【AI实战】基于 bert-base-chinese 预训练模型的多标签文本分类模型，BCEWithLogLoss解决样本不均衡问题

本文链接：https://blog.youkuaiyun.com/zengNLP/article/details/131660848

该博客介绍了如何使用Bert-base-Chinese预训练模型解决多标签文本分类中的样本不均衡问题。通过过采样、使用BCEWithLogLoss损失函数等方法来改善模型性能。并详细阐述了环境配置、数据预处理、模型训练和测试的步骤。

摘要生成于 C知道，由 DeepSeek-R1 满血版支持，前往体验 >

【AI实战】基于 bert-base-chinese 预训练模型的多标签文本分类模型，BCEWithLogLoss解决样本不均衡问题

多标签文本多分类
bert-base-chinese 预训练模型
样本不均衡问题
环境搭建
模型
参考

多标签文本多分类

文本分类
文本分类用电脑对文本集(或其他实体或物件)按照一定的分类体系或标准进行自动分类标记。它根据一个已经被标注的训练文档集合, 找到文档特征和文档类别之间的关系模型, 然后利用这种学习得到的关系模型对新的文档进行类别判断。
其应用场景众多，包括：
情感分析（Sentiment Analyse）
主题分类（Topic Labeling）
问答任务(Question Answering)
意图识别(Dialog Act Classification)
自然语言推理（Natural Language Inference）
多标签分类
多标签分类是样本可以同时属于多个类别（或者标签）、类别间可以相互重叠的模式识别问题，其特殊性主要体现在样本到标签的一对多映射关系和标签间的相关性。

如文本可能同时涉及任何宗教，政治，金融或教育，也可能不属于任何一种。

bert-base-chinese 预训练模型

bert-base-chinese

This model has been pre-trained for Chinese, training and random input masking has been applied independently to word pieces (as in the original BERT paper).

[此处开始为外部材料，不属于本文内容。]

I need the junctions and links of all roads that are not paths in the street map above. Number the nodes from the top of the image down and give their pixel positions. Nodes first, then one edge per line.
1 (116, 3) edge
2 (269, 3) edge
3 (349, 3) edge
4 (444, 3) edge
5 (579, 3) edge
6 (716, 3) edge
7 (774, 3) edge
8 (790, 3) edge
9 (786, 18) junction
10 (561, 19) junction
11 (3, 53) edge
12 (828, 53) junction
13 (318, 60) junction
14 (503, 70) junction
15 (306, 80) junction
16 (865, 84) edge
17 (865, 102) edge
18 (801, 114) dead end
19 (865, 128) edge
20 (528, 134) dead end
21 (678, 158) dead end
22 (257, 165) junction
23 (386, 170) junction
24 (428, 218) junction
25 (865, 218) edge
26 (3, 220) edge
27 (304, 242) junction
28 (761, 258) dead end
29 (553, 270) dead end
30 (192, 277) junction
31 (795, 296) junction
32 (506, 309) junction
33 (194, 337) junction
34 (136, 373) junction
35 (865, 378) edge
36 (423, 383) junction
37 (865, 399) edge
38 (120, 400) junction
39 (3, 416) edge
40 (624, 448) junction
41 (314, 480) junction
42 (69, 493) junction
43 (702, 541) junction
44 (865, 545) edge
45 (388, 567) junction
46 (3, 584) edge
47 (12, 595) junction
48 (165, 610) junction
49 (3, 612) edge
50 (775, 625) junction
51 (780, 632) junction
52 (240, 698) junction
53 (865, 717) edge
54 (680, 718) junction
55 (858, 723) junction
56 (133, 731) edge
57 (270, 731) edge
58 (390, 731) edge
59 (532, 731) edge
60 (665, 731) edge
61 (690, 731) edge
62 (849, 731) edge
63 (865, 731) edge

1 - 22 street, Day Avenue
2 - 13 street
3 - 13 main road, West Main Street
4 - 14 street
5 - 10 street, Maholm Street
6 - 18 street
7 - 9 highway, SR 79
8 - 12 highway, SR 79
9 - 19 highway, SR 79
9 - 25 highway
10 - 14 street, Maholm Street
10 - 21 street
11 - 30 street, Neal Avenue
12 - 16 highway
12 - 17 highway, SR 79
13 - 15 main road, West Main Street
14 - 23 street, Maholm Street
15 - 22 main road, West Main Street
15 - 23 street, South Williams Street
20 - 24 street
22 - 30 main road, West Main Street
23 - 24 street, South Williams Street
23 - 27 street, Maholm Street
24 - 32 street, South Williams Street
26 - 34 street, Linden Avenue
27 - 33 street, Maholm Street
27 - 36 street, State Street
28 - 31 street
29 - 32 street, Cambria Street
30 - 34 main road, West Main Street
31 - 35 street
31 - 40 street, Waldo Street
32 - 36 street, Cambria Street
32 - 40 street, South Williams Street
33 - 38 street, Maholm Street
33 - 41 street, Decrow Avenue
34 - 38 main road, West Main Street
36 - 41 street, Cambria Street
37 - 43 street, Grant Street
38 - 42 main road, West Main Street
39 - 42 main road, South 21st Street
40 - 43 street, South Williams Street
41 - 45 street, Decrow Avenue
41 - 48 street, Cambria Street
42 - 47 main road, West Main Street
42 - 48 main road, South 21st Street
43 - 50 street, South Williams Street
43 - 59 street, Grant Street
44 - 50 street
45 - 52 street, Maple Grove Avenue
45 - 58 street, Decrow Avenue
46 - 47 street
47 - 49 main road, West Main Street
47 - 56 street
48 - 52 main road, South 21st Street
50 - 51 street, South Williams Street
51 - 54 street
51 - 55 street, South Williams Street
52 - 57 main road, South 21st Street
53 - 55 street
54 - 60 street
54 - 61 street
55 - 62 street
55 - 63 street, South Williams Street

Developed by: HuggingFace team
Model Type: Fill-Mask
Language(s): Chinese
License: [More Information needed]
Parent Model: See the BERT base uncased model for more information about the BERT base model.

模型地址

https://huggingface.co/bert-base-chinese

模型拉取

git clone https://huggingface.co/bert-base-chinese

在这里插入图片描述

样本不均衡问题

解决样本不均衡问题方法

1.数据过采样、欠采样
对样本数量特别少的类别进行过采样；
对样本数量特别多的类别进行欠采样；
对样本数量较少的类别借助其他文本生成模型进行数据生成；
2.修改loss函数
使用 focus loss 代替交叉熵损失函数 Cross entropy loss
使用 GHM 代替交叉熵损失函数 Cross entropy loss
多标签分类时，使用 BCE Loss 代替交叉熵损失函数 Cross entropy loss；
3.数据过采样 + loss修改
结合方法1 和方法2

BCEWithLogLoss解决样本不均衡问题

1.对样本数量特别少的类别进行过采样

比如我对样本数量少的复制了 5 次

2.设置 BCEWithLogLoss 的参数

在 pytorch 中，BCEWithLogitsLoss 可以用来计算多标签多分类问题的损失函数。定义如下：

loss_fn = torch.nn.BCEWithLogitsLoss(weight=None, reduction='mean', pos_weight=None)

下面计算参数：weight，pos_weight
多标签：

labels = ['label-1', 'label-2', 'label-3', 'label-4', 'label-5', 'label-6', 'label-7', \
   'label-8', 'label-9', 'label-10', 'label-11', 'label-12', 'label-13', \
   'label-14', 'label-15', 'label-16']

统计样本的每个类别的数量：

label_counts = [6, 19, 5, 13, 5, 2, 3, 4, 2, 2, 2, 2, 2, 2, 2, 2299]

完整代码：
count_labels_info.py：

 import sys

# 功能：统计标签的比例信息，计算 BCEWithLogitsLoss 的 weight和pos_weight 2个参数的值 

labels = ['label-1', 'label-2', 'label-3', 'label-4', 'label-5', 'label-6', 'label-7', \
    'label-8', 'label-9', 'label-10', 'label-11', 'label-12', 'label-13', \
    'label-14', 'label-15', 'label-16']

num_classes = len(labels)
label_counts = [6, 19, 5, 13, 5, 2, 3, 4, 2, 2, 2, 2, 2, 2, 2, 2299]
total_samples = 2370
total_labels = sum(label_counts) 

class_weight = [0 for _ in range(num_classes)]
pos_weight = [0 for _ in range(num_classes)]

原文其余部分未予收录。